NP Alignment in Bilingual Corpora

Aligning the NPs of parallel corpora is logically halfway between the sentence- and word-alignment tasks that occupy much of the MT literature, but has received far less attention. NP alignment is a challenging problem, capable of rapidly exposing flaws both in the word-alignment and in the NP chunking algorithms one may bring to bear. It is also a very rewarding problem in that NPs are semantically natural translation units, which means that (i) word alignments will cross NP boundaries only exceptionally, and (ii) within sentences already aligned, the proportion of 1-1 alignments will be higher for NPs than words. We created a simple gold standard for English-Hungarian, Orwell?s 1984, (since this already exists in manually verified POS-tagged format in many languages thanks to the Multex and MultexEast project) by manually verifying the automaticaly generated NP chunking (we used the yamcha, mallet and hunchunk taggers) and manually aligning the maximal NPs and PPs. The maximum NP chunking problem is much harder than base NP chunking, with F-measure in the .7 range (as opposed to over .94 for base NPs).
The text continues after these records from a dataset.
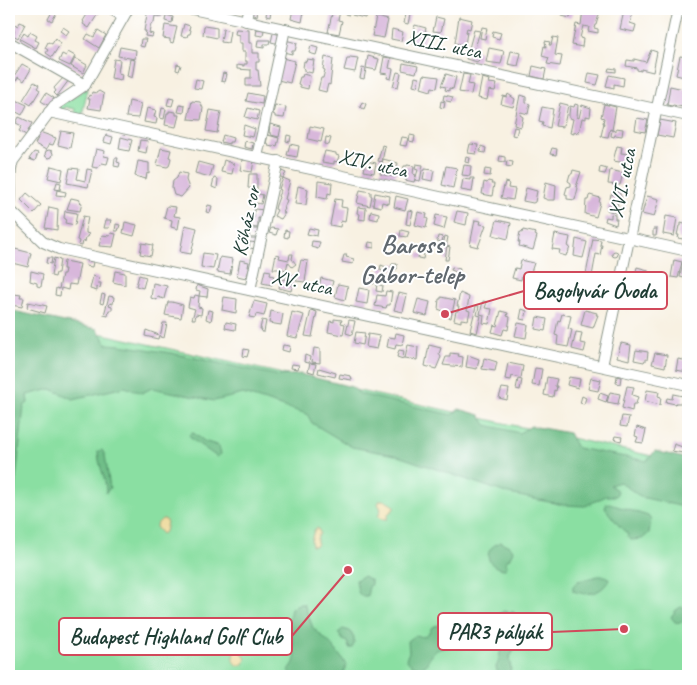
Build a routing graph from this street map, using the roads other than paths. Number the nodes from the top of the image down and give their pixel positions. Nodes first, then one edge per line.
1 (111, 9) edge
2 (192, 9) edge
3 (248, 9) edge
4 (678, 9) edge
5 (126, 12) edge
6 (246, 21) junction
7 (285, 29) junction
8 (9, 42) edge
9 (85, 85) junction
10 (657, 110) junction
11 (49, 112) junction
12 (688, 116) edge
13 (257, 157) junction
14 (278, 161) junction
15 (9, 209) edge
16 (629, 238) junction
17 (688, 250) edge
18 (250, 290) junction
19 (602, 366) junction
20 (688, 385) edge

1 - 5 street
2 - 6 street, XIII. utca
3 - 6 street
4 - 10 street, XVI. utca
5 - 9 street
6 - 7 street, XIII. utca
7 - 10 street, XIII. utca
7 - 13 street, Kőház sor
8 - 9 street
9 - 11 street
10 - 12 street, XIII. utca
10 - 16 street, XVI. utca
11 - 13 street, XIV. utca
11 - 15 street
13 - 14 street, XIV. utca
14 - 16 street, XIV. utca
14 - 18 street, Kőház sor
15 - 18 street, XV. utca
16 - 17 street, XIV. utca
16 - 19 street, XVI. utca
18 - 19 street, XV. utca
19 - 20 street, XV. utca

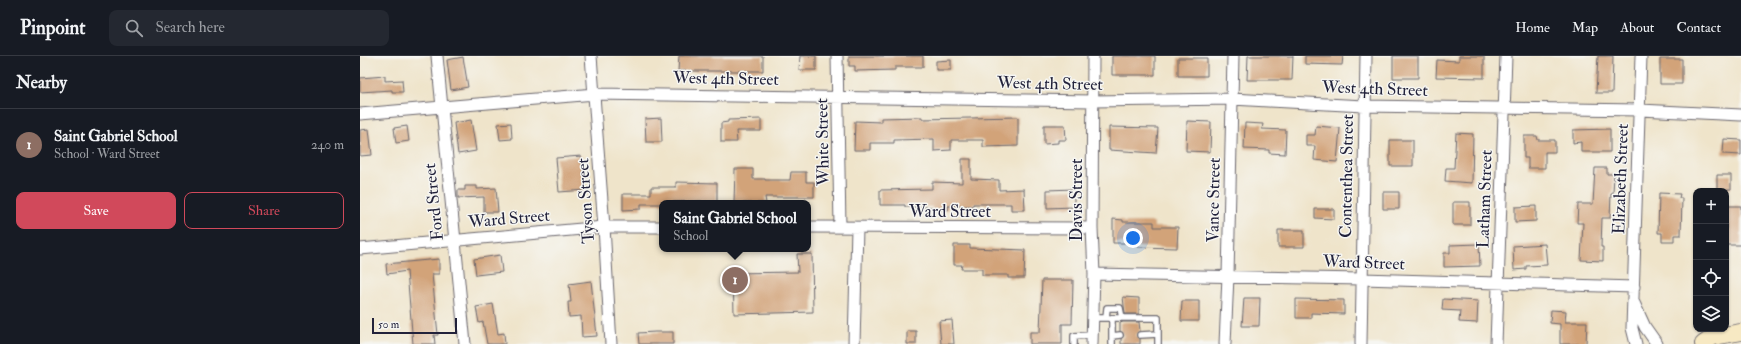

Since the results are highly impacted by the quality of the NP chunking, we tested our alignment algorithms both with real world (machine obtained) chunkings, where results are in the .35 range for the baseline algorithm which propagates GIZA++ word alignments to the NP level, and on idealized (manually obtained) chunkings, where the baseline reaches .4 and our current system reaches .64
Published in 2010